Pourtant, durant ses années de retrait, l’illusion fonctionna.
Il resta au temple, plongé dans le silence, en pensant faire acte de pénitence envers Nya et le mal qu’aurait pu provoquer la folie qui le gagnait jadis.
Il prit son temps, beaucoup de temps, jusqu’au jour où il se senti assez grand pour sortir de son silence, reprendre sa voix et affronter les absences.
En effet, toute sa famille avait disparu et vu son grand âge, il pensa que Nya avait elle aussi quitté le monde après une existence paisible, sans lui, sans souffrance ni incertitude.

Ohen avait ses raisons de penser cela, dorénavant centenaire, il s’apprêtait à découvrir un monde totalement différent, dépourvu des liens matériels et émotionnels dont il s’était échappé intentionnellement.

Aujourd’hui, il se pensait « guéri », prêt à finir sa vie, seul, comme les lâches le méritent.
Mais Ohen avait déguisé sa honte avec le costume d’un homme sage qui avait donné sa vie aux voyages intérieurs, à l’exploration de l’amour et de l’humain.
Avouait-il, parfois, qu’il n’avait pas su arpenter tous les chemins ?
Que sciemment, il avait négligé les siens ?

C’est d’un pas incertain qu’Ohen sorti de sa bulle, pour reprendre le chemin, là où quelques décennies plus tôt, il s’était perdu.

Au loin, une silhouette immobile.
Elle, assise,
ici.
Elle l’avait attendu ici durant toutes ces années.

Ohen trembla d’effroi, comme s’il voyait un fantôme.
Il pleura, ses larmes floutèrent sa vision, alors il frotta ses yeux dans l’espoir qu’une fois séchés, elle ne serait plus là.
Les yeux grands ouverts, il voyait à nouveau, enfin.
Toujours là.

Elle avait toujours était là.
À tisser toutes les couleurs de la vie, ne succombant pas à l’envie, quoique présente, d’utiliser le noir.

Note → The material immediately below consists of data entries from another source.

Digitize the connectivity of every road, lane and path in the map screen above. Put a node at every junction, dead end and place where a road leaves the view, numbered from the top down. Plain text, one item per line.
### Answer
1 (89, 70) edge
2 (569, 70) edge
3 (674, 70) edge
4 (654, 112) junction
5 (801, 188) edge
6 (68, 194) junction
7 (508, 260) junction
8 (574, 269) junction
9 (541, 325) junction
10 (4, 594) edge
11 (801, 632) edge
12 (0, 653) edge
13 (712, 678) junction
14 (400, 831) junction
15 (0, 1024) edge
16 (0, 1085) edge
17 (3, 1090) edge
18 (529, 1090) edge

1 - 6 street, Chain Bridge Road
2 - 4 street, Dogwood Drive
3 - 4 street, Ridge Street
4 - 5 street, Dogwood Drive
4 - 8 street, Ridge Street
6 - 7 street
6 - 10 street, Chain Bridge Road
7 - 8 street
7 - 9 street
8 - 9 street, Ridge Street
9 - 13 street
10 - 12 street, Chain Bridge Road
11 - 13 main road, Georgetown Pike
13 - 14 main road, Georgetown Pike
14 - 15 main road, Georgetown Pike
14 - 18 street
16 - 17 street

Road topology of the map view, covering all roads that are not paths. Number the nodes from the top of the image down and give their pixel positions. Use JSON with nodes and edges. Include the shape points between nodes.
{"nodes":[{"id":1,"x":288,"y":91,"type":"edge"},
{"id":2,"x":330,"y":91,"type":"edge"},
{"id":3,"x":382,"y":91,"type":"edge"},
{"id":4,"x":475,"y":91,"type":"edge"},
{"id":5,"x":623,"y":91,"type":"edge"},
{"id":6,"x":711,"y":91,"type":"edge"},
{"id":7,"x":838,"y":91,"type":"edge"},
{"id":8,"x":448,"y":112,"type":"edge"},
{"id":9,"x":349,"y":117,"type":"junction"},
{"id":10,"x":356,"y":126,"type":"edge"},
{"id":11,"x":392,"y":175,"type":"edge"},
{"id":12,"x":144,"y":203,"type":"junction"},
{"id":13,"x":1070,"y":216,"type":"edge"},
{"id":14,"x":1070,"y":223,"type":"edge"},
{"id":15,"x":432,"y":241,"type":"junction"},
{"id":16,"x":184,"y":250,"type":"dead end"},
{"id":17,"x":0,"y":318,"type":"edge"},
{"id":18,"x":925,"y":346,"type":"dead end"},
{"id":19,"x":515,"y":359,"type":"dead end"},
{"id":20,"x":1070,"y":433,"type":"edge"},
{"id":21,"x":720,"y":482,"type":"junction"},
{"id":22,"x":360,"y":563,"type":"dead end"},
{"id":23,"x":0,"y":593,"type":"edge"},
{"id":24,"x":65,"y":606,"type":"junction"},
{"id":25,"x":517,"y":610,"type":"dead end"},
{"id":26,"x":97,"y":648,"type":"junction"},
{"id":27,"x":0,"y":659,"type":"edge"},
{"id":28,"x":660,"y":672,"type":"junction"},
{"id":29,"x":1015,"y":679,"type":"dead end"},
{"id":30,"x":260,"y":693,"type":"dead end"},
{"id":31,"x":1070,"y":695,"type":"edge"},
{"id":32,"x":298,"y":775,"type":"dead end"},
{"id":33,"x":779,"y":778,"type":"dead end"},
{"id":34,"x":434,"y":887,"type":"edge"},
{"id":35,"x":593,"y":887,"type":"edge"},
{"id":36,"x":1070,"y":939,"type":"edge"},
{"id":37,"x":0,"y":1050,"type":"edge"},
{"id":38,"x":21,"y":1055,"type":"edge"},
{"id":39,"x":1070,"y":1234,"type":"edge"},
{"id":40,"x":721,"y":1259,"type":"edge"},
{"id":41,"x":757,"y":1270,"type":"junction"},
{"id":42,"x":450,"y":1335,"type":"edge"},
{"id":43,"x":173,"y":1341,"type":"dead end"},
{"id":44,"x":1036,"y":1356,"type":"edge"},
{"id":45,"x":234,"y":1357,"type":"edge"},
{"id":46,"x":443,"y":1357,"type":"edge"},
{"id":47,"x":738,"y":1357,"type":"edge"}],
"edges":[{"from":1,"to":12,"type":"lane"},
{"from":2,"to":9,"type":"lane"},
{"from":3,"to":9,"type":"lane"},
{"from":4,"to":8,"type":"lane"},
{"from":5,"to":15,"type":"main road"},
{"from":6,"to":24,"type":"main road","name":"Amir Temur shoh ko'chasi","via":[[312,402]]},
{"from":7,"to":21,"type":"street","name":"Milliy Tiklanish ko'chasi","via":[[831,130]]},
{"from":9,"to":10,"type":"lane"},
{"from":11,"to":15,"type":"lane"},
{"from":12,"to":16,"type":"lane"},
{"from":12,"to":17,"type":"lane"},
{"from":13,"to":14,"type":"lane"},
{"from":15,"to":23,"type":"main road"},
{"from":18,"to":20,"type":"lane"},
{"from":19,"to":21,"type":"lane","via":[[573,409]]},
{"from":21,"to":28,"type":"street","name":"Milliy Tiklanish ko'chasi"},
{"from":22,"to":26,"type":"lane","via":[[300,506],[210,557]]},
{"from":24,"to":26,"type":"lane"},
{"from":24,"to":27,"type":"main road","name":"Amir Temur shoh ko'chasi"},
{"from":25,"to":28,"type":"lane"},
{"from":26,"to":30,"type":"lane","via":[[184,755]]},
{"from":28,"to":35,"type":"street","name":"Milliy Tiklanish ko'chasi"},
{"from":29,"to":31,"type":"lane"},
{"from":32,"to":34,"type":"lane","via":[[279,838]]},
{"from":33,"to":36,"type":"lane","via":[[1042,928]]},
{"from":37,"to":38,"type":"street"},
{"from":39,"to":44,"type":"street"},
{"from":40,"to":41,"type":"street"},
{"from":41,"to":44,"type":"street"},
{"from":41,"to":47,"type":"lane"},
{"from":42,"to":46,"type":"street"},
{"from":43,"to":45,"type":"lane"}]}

Il avança peu à peu vers elle, en courant.
Elle se leva et se mit à avancer à son tour, vers lui, d’un pas lent.
Elle avait le temps.

S’oubliant dans les bras de celle qu’il aimait.
Il pleura la vie qui aurait pu passer ensemble.
Il pleura l’égoïsme et l’ignorance qui l’avait éloigné d’elle.

« Je te demande pardon... »

« La vie, il en reste un peu dit-elle, en le regardant dans les yeux et en lui caressant le crâne, à nous de la rattraper, durant les prochaines semaines. »

Par ces mots, Nya avait mis en lumière une sagesse qui ne s’acquière pas dans les temples, mais dans celle qui s’impose dans l’attente.
Ohen allait apprendre, que l’amour se cache dans la patience.